Could you give the number of lines in the entries below that contain the word "from"? Only the number is wanted.

[[ DATA SECTION, beginning ]]

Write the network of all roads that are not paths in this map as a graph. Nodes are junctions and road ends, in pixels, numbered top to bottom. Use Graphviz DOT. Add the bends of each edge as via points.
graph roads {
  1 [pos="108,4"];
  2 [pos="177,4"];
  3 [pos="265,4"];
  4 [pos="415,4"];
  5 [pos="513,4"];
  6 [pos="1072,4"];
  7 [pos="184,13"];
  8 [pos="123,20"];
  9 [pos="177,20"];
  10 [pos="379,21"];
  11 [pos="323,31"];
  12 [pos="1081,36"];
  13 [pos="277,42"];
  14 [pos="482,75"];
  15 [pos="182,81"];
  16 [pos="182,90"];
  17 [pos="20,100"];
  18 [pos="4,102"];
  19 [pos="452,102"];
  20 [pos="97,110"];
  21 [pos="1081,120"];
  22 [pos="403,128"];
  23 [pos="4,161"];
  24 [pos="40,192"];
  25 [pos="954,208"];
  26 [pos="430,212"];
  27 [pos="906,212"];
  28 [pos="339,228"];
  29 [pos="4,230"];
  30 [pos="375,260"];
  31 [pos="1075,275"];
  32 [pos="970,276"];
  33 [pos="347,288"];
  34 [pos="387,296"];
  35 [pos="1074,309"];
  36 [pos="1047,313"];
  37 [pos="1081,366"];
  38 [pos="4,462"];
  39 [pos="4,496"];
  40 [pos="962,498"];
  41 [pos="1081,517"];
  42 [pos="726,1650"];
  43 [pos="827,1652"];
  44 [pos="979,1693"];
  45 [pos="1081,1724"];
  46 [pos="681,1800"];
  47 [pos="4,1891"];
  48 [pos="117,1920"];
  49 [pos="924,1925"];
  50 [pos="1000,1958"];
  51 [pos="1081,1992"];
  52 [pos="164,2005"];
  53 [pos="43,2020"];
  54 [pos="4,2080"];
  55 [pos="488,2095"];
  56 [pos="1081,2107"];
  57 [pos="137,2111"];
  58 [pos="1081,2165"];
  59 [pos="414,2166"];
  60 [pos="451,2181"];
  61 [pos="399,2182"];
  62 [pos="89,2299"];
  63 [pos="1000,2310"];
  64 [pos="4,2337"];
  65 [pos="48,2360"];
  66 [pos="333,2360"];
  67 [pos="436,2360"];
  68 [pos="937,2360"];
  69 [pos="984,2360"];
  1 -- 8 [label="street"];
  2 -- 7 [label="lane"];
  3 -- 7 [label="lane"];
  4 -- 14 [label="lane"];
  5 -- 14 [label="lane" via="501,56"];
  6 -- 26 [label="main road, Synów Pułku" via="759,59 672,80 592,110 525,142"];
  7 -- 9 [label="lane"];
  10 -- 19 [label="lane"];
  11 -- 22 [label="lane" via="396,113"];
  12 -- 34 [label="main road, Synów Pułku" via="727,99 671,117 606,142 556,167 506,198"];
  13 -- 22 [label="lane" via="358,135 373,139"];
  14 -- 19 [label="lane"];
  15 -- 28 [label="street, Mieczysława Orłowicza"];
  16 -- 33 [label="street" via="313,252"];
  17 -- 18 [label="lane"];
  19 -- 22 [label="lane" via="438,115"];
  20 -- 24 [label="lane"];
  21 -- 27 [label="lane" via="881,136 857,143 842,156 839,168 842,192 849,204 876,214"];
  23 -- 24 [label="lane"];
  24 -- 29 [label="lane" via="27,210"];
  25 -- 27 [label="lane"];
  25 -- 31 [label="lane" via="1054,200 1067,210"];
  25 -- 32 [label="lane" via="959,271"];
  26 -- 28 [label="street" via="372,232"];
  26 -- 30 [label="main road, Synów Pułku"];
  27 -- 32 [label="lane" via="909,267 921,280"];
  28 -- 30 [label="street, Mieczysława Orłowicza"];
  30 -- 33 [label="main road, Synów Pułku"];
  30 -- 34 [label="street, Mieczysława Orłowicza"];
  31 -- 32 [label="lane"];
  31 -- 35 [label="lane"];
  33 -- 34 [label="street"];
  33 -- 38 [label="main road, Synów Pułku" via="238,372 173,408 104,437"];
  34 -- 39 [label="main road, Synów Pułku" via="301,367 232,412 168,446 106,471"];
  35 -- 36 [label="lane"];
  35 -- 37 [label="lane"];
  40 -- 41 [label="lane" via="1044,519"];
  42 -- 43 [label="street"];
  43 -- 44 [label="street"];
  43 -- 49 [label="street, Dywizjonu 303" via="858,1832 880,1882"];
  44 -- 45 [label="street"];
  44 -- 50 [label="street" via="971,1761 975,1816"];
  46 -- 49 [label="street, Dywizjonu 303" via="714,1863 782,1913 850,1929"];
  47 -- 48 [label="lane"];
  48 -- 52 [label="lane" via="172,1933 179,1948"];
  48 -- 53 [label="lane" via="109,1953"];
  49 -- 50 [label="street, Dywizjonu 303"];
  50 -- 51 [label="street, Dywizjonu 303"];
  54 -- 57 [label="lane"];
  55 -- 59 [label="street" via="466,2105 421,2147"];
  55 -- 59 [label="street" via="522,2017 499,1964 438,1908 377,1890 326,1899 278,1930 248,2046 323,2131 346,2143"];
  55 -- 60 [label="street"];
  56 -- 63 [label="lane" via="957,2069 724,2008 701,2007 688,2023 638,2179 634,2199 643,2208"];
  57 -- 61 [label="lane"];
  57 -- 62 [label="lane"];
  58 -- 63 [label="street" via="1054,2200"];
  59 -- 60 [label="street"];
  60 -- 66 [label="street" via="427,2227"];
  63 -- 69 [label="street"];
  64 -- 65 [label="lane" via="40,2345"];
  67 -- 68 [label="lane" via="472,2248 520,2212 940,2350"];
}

[[ DATA SECTION, end ]]
[[ DATA SECTION, beginning ]]

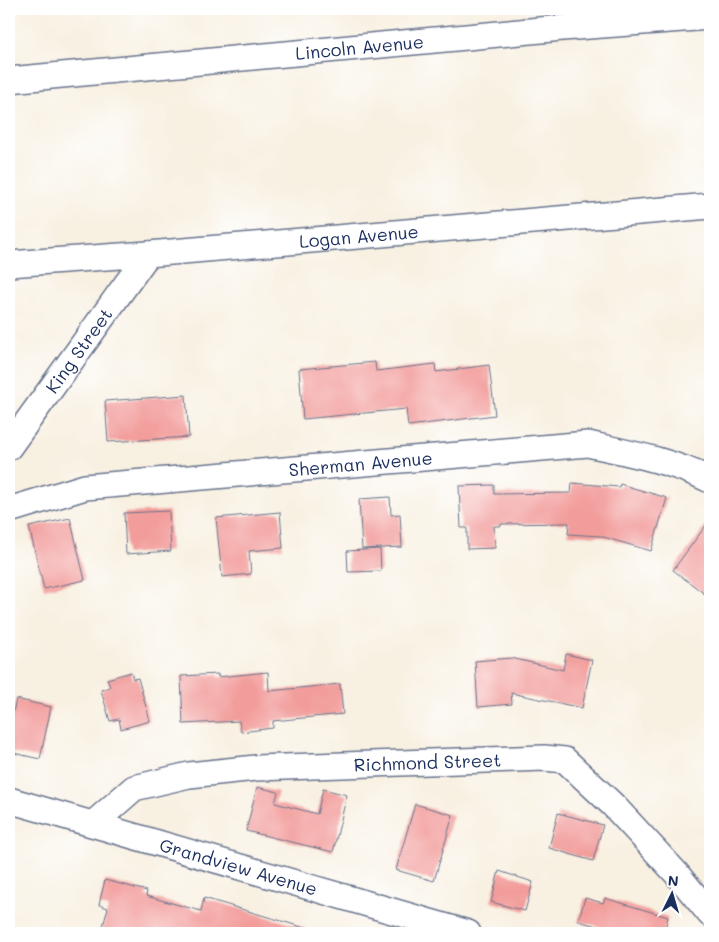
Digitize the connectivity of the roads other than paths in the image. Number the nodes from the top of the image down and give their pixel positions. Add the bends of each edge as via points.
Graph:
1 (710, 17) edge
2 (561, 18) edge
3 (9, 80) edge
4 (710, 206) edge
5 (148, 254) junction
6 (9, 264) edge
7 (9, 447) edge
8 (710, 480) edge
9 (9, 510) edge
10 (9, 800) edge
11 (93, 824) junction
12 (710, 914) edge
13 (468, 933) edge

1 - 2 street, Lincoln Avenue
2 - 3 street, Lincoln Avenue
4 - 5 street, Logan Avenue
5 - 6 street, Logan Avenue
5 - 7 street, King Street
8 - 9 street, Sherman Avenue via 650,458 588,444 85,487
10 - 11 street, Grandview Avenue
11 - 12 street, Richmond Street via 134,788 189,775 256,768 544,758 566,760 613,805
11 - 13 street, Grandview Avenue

[[ DATA SECTION, end ]]
[[ DATA SECTION, beginning ]]

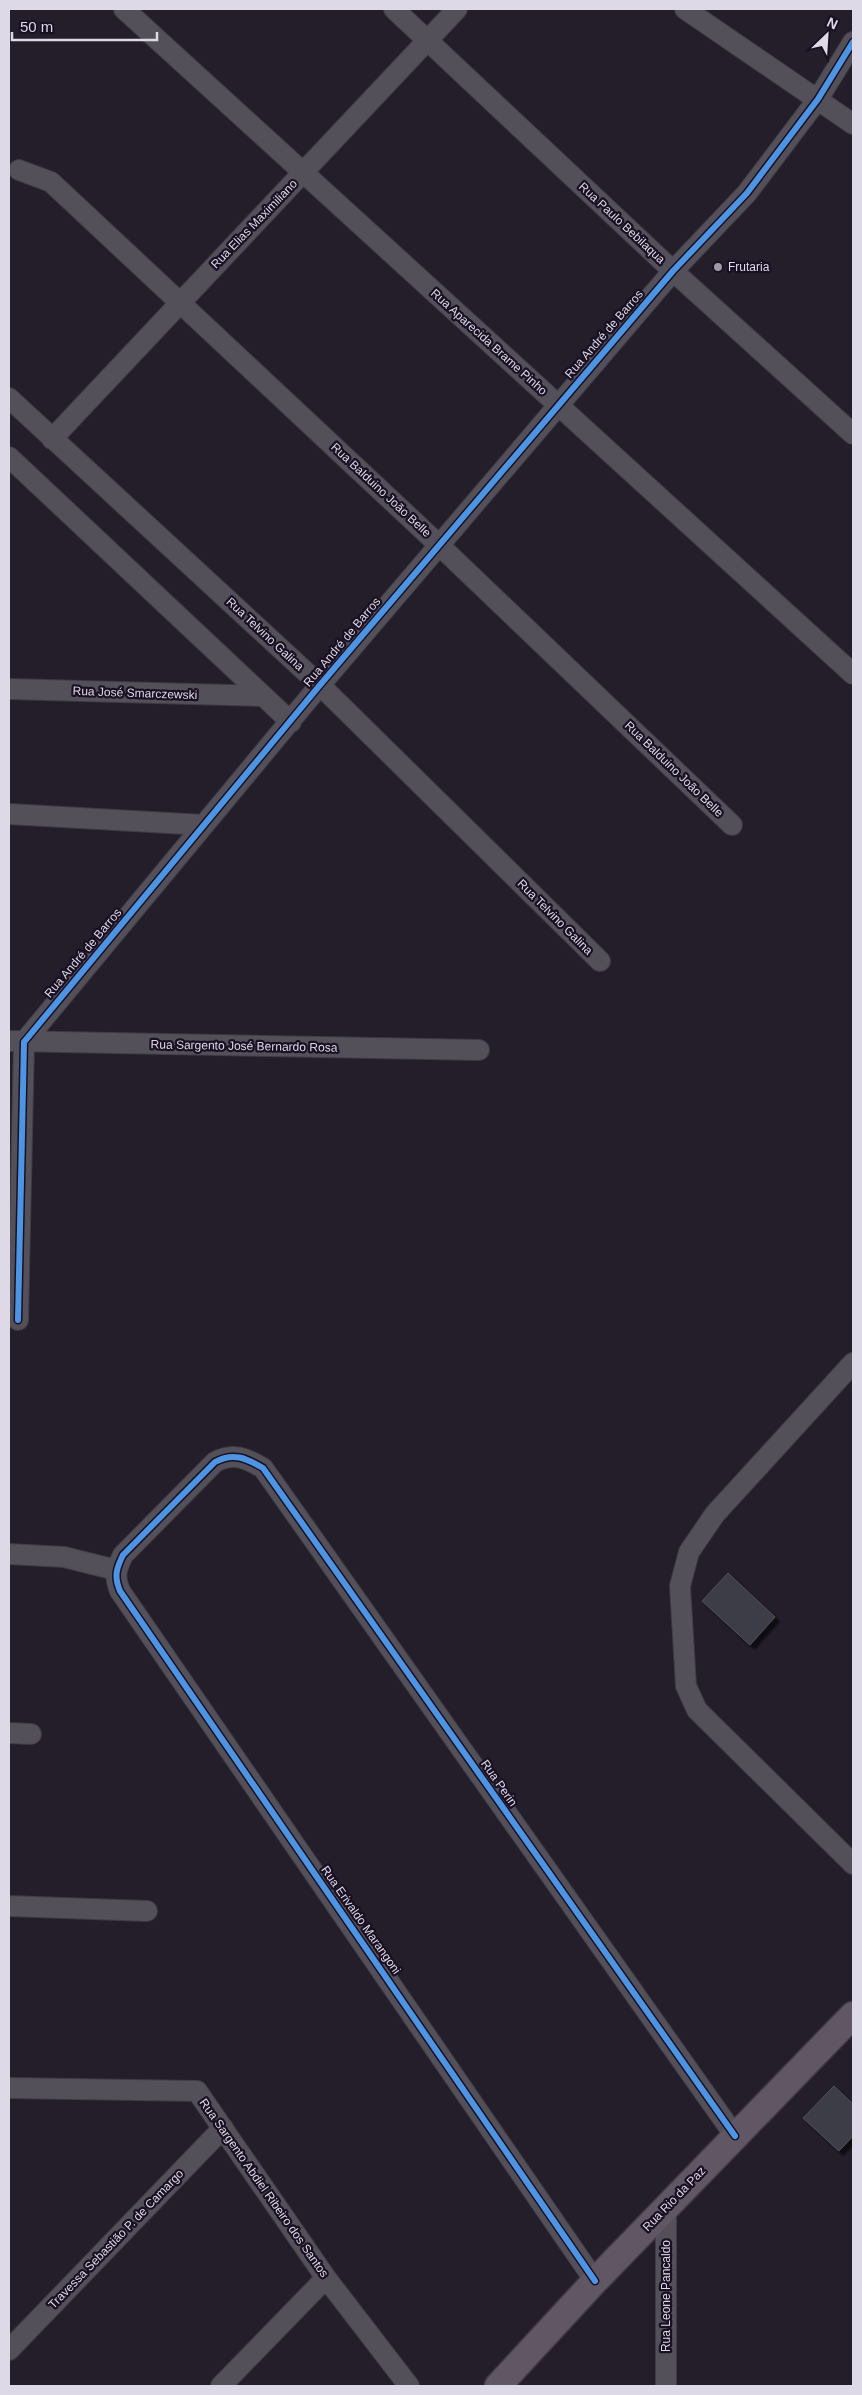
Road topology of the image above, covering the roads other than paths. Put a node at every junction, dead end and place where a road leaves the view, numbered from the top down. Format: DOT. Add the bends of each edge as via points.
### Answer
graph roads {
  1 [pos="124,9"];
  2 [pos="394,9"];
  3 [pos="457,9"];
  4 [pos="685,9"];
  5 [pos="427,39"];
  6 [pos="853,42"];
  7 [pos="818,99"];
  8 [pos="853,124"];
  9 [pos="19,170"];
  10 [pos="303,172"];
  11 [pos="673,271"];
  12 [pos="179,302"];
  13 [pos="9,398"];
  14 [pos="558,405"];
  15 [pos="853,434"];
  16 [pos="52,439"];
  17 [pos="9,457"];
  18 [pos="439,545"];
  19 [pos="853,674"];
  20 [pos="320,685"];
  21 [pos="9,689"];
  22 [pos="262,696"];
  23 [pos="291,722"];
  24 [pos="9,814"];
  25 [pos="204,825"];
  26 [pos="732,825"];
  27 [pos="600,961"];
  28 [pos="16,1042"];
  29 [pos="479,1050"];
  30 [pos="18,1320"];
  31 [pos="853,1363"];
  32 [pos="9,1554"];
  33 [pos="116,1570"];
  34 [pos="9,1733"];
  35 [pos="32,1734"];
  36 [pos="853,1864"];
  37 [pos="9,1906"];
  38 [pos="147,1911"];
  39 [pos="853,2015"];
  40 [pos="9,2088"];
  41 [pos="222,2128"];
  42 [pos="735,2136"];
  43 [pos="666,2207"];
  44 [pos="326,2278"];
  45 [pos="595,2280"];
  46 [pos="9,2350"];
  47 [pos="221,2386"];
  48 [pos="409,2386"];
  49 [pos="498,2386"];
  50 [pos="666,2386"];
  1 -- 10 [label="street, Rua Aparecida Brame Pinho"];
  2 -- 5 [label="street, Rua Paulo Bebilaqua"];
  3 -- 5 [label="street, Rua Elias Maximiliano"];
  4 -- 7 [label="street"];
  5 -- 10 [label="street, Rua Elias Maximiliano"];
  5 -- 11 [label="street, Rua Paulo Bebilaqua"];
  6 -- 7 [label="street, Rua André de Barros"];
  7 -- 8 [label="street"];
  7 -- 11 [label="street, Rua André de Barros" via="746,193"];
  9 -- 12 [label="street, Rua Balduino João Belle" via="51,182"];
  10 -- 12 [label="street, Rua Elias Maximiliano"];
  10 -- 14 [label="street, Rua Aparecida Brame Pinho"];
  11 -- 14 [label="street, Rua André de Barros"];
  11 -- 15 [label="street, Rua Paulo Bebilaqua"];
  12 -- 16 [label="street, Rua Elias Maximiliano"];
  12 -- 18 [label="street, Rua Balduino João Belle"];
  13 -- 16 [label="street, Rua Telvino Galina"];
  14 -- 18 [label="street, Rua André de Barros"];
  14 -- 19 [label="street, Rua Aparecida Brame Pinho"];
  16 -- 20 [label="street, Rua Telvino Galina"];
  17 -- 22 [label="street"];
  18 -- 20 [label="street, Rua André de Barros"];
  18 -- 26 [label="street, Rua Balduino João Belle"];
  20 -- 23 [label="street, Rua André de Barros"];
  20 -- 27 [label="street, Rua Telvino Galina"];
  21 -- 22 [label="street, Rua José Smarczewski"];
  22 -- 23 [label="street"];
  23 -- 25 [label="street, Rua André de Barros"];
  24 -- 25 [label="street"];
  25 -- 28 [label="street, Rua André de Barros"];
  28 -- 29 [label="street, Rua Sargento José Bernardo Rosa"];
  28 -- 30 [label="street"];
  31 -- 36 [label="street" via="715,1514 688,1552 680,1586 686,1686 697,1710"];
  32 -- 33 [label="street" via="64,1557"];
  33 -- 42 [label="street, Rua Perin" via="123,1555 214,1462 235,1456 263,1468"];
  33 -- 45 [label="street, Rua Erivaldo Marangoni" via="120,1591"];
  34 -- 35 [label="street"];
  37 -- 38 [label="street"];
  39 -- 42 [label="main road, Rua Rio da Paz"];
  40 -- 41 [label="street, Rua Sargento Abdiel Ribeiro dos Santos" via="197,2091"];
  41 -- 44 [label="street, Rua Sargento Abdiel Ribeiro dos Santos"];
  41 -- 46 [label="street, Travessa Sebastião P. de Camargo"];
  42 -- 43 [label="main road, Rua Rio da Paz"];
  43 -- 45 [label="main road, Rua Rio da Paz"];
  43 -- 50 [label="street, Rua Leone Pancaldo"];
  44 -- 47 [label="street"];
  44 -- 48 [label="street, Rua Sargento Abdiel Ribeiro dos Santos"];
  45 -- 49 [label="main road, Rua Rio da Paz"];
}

[[ DATA SECTION, end ]]

## SOLVED EXERCISE
2